Here’s a look at the current qualifying chart:


Athletes in bold have earned NCAA reimbursement.

Priority Finisher Women Men
1 3-meter Champ Michael Hixon, IU
2 1-meter Champ Jessica Parratto, IU
3 Platform Champ
4 3-meter 2nd James Connor, IU
5 1-meter 2nd Olivia Rosendahl, NU
6 Platform 2nd
7 3-meter 3rd Steele Johnson, PUR
8 1-meter 3rd Samantha Reese, PUR
9 Platform 3rd
10 3-meter 4th Joseph Coumous, ND
11 1-meter 4th Pei Lin, MIA
12 Platform 4th
13 3-meter 5th Christopher Law, OSU
14 1-meter 5th Talisa Lemke, BGSU
15 Platform 5th
16 3-meter 6th Stephen Romanik, OSU
17 1-meter 6th Erin Isola, ND
18 Platform 6th
19 3-meter 7th
Sebastian Masterton, UK
20 1-meter 7th Kelly Straub, ND
21 Platform 7th
22 3-meter 8th Andrew Capobianco, IU
23 1-meter 8th Morgan Meixner, PUR
24 Platform 8th
25 3-meter 9th Ross Todd, MICH
26 1-meter 9th
27 Platform 9th
28 3-meter 10th Joseph Cifelli, PUR
29 1-meter 10th
30 Platform 10th
31 3-meter 11th
32 1-meter 11th
33 Platform 11th

There are five zone meets spread across the country that allow divers to qualify for the NCAA Championships.
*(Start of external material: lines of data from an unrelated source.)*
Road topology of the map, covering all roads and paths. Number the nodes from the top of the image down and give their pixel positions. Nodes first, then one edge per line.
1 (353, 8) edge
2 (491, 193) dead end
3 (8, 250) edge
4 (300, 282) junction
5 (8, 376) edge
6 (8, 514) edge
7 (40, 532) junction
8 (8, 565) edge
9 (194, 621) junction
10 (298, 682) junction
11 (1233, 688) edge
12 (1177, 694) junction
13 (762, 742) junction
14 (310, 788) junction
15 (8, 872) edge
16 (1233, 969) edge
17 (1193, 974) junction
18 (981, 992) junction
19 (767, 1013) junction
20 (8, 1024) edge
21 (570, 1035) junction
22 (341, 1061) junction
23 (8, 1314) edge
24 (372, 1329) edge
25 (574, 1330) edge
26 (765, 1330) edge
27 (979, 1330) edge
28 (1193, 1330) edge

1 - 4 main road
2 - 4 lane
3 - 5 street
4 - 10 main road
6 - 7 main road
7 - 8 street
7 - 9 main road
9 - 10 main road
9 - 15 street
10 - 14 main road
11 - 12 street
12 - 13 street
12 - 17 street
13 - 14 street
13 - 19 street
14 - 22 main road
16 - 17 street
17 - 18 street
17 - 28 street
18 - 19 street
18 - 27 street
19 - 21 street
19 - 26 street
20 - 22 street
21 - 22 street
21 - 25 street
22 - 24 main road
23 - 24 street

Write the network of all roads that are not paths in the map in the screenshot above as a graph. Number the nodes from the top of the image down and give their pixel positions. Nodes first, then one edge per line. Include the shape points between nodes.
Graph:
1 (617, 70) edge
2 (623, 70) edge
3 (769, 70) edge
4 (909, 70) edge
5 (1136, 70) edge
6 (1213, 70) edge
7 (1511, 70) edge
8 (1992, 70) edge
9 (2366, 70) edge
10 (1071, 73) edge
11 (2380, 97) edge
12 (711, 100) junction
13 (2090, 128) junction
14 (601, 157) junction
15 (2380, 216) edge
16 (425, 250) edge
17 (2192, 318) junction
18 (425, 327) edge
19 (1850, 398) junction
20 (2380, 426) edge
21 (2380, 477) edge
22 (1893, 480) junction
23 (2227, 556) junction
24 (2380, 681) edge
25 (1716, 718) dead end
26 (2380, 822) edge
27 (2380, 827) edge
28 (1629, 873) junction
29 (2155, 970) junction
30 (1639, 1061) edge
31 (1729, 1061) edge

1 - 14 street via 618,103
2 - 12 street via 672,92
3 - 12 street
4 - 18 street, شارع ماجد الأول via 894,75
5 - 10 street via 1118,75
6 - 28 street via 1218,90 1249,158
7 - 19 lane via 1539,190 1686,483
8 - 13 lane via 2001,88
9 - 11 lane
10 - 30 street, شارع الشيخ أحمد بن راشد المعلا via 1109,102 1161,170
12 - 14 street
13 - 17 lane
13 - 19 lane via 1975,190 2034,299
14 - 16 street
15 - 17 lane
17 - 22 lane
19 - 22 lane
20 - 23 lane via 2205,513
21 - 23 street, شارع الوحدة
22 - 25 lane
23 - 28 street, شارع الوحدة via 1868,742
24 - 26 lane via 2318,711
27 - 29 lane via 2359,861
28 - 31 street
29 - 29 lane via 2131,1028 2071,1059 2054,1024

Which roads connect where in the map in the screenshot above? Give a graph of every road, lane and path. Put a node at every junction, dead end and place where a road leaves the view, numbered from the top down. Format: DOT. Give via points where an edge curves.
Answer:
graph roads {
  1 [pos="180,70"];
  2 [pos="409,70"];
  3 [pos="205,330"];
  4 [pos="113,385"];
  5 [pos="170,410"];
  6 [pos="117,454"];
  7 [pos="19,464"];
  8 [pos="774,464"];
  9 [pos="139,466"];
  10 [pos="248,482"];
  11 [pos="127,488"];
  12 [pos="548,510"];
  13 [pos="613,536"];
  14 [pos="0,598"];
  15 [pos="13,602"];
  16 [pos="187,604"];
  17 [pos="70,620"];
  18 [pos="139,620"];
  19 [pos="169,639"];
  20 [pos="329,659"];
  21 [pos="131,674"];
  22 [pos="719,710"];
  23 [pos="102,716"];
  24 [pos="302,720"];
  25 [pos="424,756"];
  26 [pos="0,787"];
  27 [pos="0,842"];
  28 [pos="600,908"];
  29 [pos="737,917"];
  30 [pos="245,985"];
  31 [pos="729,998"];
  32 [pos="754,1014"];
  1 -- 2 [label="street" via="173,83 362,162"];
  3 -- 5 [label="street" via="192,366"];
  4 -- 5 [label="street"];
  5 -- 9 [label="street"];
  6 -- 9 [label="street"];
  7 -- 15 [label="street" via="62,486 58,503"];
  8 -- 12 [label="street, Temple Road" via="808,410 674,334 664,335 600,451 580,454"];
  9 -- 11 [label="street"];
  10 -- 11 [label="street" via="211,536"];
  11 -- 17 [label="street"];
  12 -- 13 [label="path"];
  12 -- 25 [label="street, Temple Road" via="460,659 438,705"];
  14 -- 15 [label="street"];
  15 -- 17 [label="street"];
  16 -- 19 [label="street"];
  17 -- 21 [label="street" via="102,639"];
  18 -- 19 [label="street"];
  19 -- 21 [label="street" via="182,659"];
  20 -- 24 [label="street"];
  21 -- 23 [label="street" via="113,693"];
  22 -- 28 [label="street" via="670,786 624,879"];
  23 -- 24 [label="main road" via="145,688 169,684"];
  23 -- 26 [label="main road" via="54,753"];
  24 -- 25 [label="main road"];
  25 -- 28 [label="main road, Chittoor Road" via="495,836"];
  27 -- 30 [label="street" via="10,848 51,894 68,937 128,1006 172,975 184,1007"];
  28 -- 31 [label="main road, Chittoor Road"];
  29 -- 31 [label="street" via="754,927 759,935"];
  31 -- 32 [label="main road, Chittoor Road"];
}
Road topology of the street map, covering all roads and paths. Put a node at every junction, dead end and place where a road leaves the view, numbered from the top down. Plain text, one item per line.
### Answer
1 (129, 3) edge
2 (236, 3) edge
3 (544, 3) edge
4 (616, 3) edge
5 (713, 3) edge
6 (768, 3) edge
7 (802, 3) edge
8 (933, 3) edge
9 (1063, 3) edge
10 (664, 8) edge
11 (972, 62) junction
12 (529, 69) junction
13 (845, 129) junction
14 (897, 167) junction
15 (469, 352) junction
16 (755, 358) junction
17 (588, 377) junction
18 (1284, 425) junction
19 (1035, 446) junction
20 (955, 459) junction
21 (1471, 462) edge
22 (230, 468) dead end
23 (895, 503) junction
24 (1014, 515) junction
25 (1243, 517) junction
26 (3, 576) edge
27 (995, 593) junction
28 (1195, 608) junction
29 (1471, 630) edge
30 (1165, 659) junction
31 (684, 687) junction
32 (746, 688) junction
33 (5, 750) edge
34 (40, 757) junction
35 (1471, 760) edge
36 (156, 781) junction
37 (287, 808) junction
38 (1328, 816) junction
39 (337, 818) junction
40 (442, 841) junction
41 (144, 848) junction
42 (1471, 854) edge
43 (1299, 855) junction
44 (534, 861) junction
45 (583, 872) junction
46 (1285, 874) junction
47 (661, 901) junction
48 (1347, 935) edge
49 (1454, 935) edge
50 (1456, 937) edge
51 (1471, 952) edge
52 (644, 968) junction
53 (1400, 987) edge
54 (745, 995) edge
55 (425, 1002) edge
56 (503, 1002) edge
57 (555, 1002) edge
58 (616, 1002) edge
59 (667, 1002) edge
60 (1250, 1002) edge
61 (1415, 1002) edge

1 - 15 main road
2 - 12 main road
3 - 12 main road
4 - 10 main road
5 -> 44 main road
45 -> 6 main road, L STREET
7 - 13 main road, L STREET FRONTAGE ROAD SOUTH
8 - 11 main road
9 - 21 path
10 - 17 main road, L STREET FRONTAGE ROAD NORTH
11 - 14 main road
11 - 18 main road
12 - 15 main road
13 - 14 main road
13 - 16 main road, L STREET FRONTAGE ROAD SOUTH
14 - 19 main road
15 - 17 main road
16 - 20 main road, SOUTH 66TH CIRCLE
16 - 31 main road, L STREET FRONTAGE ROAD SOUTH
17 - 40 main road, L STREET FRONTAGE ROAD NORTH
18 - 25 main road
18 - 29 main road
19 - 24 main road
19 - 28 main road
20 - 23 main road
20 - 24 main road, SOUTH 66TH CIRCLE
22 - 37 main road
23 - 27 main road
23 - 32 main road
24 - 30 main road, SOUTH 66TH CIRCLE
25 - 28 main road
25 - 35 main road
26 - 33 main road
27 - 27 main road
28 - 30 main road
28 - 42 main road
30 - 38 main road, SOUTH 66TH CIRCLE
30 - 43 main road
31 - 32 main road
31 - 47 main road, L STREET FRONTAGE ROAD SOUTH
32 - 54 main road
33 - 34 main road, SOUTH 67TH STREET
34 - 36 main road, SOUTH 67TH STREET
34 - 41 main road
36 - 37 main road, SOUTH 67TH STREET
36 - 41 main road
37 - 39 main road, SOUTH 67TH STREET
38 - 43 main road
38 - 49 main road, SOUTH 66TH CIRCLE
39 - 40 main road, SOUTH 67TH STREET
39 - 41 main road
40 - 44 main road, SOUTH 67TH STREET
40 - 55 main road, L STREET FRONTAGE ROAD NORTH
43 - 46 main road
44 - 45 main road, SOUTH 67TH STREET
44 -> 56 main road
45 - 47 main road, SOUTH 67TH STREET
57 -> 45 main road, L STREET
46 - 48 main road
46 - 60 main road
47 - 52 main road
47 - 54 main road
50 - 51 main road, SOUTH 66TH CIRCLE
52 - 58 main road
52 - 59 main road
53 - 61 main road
Based on performances at the previous NCAAs each zone earns a set number of qualifying spots.NCAA Diving QUALIFYING PROCEDURES

Take a look at the qualifying spots for each zone and each event:


1m 3m Platform
Zone A 6 6 5
Zone B 7 7 9
Zone C 8 10 10
Zone D 11 9 9
Zone E 9 9 8


1m 3m Platform
Zone A 6 5 5
Zone B 6 6 7
Zone C 10 10 11
Zone D 9 8 6
Zone E 5 7 7

A priority chart determines who gets the reimbursement spots. The first priority spot is taken by the winner of each event beginning with the 3-meter champ, followed by the 1-meter champ and then the platform champ. If an athlete wins two events, they will still only take up one slot which means the NCAA will keep adding rows to this chart until the zone meet reimbursement quota is met.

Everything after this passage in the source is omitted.